═════ SOURCE DATA

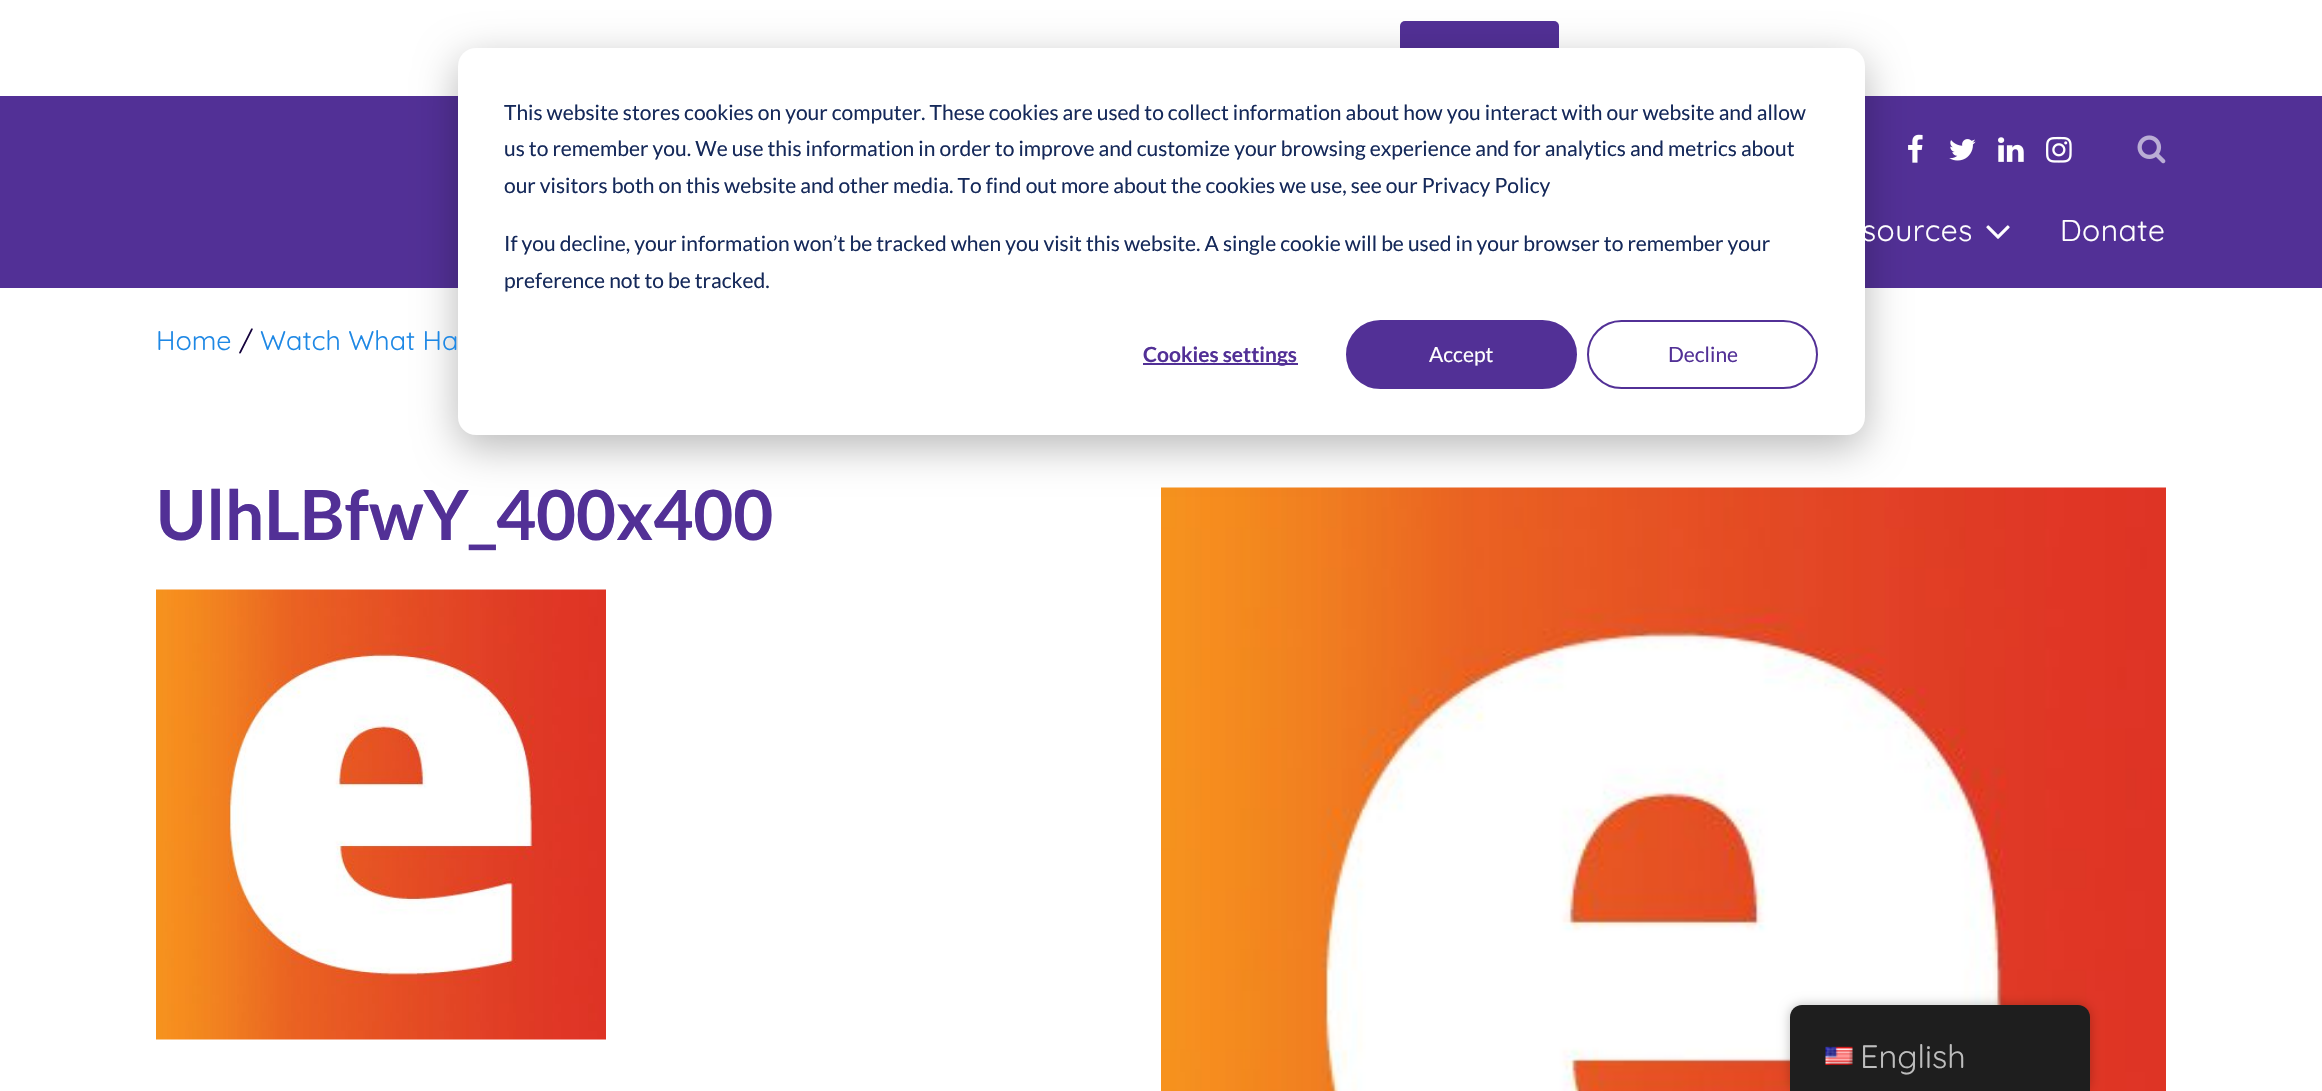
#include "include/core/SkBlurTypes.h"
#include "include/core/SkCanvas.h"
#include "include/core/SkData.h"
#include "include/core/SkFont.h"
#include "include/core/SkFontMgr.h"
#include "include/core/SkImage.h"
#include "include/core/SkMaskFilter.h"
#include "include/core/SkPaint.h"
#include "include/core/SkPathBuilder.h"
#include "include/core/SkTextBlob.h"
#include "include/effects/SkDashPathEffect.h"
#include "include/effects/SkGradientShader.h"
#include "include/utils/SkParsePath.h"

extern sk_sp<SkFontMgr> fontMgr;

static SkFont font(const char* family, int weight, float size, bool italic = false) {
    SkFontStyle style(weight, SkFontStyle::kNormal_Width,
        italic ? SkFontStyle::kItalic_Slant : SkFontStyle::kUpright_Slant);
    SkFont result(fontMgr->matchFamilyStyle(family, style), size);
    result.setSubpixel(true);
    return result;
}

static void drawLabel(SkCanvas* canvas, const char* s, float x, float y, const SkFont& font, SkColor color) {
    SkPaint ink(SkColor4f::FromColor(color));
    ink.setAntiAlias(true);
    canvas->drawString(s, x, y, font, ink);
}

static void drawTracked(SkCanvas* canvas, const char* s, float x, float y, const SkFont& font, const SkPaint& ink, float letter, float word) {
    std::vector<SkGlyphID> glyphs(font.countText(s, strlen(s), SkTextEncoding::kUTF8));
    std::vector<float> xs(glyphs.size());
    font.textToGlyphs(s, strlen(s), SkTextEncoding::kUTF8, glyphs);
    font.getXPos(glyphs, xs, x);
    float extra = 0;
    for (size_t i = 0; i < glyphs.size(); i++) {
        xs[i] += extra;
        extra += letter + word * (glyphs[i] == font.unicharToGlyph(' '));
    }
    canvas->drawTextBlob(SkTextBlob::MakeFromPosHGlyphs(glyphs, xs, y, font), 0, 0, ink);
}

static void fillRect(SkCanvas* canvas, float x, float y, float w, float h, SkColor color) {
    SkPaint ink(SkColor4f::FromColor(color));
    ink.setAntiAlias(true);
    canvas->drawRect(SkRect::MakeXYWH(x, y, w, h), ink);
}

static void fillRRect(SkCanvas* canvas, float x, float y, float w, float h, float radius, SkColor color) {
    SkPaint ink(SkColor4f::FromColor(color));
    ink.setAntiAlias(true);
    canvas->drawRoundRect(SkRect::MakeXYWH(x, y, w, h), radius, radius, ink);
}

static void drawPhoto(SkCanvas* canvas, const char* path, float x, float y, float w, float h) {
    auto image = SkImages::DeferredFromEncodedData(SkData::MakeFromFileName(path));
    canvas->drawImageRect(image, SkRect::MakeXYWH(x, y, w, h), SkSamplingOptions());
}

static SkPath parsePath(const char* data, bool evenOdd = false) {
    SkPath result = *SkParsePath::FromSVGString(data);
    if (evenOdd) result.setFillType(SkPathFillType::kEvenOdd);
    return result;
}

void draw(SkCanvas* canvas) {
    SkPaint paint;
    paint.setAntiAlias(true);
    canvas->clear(0xFFFFFFFF);
    fillRRect(canvas, 1400, 21, 159, 54, 5, 0xFF523096);
    fillRect(canvas, 0, 96, 2322, 192, 0xFF523096);
    drawPhoto(canvas, "assets/img1.png", 1908, 134, 15, 29);
    drawPhoto(canvas, "assets/img7.png", 1161, 487, 1005, 604);
    paint.setColor(0x47000000);
    paint.setMaskFilter(SkMaskFilter::MakeBlur(kNormal_SkBlurStyle, 21));
    canvas->drawRoundRect(SkRect::MakeXYWH(458, 60, 1407, 387), 18, 18, paint);
    paint.setMaskFilter(nullptr);
    fillRRect(canvas, 458, 48, 1407, 387, 18, 0xFFFFFFFF);
    SkFont font1 = font("Lato", 400, 21);
    drawLabel(canvas, "This website stores cookies on your computer. These cookies are used to collect information about how you interact with our website and allow", 504, 120, font1, 0xFF15295A);
    drawLabel(canvas, "us to remember you. We use this information in order to improve and customize your browsing experience and for analytics and metrics about", 504, 156, font1, 0xFF15295A);
    drawLabel(canvas, "our visitors both on this website and other media. To find out more about the cookies we use, see our Privacy Policy", 504, 193, font1, 0xFF15295A);
    drawLabel(canvas, "If you decline, your information won’t be tracked when you visit this website. A single cookie will be used in your browser to remember your", 504, 251, font1, 0xFF15295A);
    drawLabel(canvas, "preference not to be tracked.", 504, 288, font1, 0xFF15295A);
    fillRect(canvas, 1143, 363, 155, 2, 0xFF523096);
    SkFont font2 = font("Lato", 700, 21);
    drawLabel(canvas, "Cookies settings", 1143, 362, font2, 0xFF523096);
    paint.setColor(0xFF523096);
    canvas->drawRoundRect(SkRect::MakeXYWH(1347, 321, 229, 67), 33.5f, 33.5f, paint);
    paint.setStroke(true);
    paint.setStrokeWidth(2);
    canvas->drawRoundRect(SkRect::MakeXYWH(1347, 321, 229, 67), 33.5f, 33.5f, paint);
    drawLabel(canvas, "Accept", 1429, 362, font1, 0xFFFFFFFF);
    canvas->drawRoundRect(SkRect::MakeXYWH(1588, 321, 229, 67), 33.5f, 33.5f, paint);
    drawLabel(canvas, "Decline", 1668, 362, font1, 0xFF523096);
    drawPhoto(canvas, "assets/img2.png", 1949, 139, 27, 22);
    drawPhoto(canvas, "assets/img3.png", 1998, 137, 26, 25);
    drawPhoto(canvas, "assets/img4.png", 2046, 136, 26, 27);
    drawPhoto(canvas, "assets/img5.png", 2137, 135, 29, 29);
    SkFont font3 = font("Quicksand", 300, 30);
    paint.setStroke(false);
    paint.setColor(0xFFFFFFFF);
    drawTracked(canvas, "sources", 1862, 241, font3, paint, 0.5f, 0);
    drawPhoto(canvas, "assets/img6.png", 1986, 225, 24, 14);
    drawTracked(canvas, "Donate", 2060, 241, font3, paint, 0.5f, 0);
    SkFont font4 = font("Quicksand", 300, 27);
    drawLabel(canvas, "Home", 156, 350, font4, 0xFF1E88E5);
    drawLabel(canvas, "/", 239, 350, font4, 0xFF15033D);
    drawLabel(canvas, "Watch What Ha", 260, 350, font4, 0xFF1E88E5);
    SkFont font5 = font("Lato", 700, 69);
    drawLabel(canvas, "UlhLBfwY_400x400", 156, 540, font5, 0xFF523096);
    drawPhoto(canvas, "assets/img8.png", 156, 589, 450, 451);
    paint.setColor(0x40000000);
    paint.setMaskFilter(SkMaskFilter::MakeBlur(kNormal_SkBlurStyle, 6));
    canvas->drawRoundRect(SkRect::MakeXYWH(1790, 1005, 300, 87), 12, 12, paint);
    paint.setMaskFilter(nullptr);
    paint.setColor(0xFF1E1E1E);
    canvas->drawPath(parsePath("M1802 1005H2078C2084.5 1005 2090 1010.5 2090 1017V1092H1790V1017C1790 1010.5 1795.5 1005 1802 1005Z"), paint);
    drawPhoto(canvas, "assets/img9.png", 1825, 1046, 28, 19);
    SkFont font6 = font("Quicksand", 300, 32.5f);
    drawLabel(canvas, "English", 1860, 1068, font6, 0xFFBDBDBD);
}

══════════

WORK INSTRUCTION ->
Please filter the data down to the lines containing the word "SkTextBlob".

TASK SOLUTION ->
#include "include/core/SkTextBlob.h"
    canvas->drawTextBlob(SkTextBlob::MakeFromPosHGlyphs(glyphs, xs, y, font), 0, 0, ink);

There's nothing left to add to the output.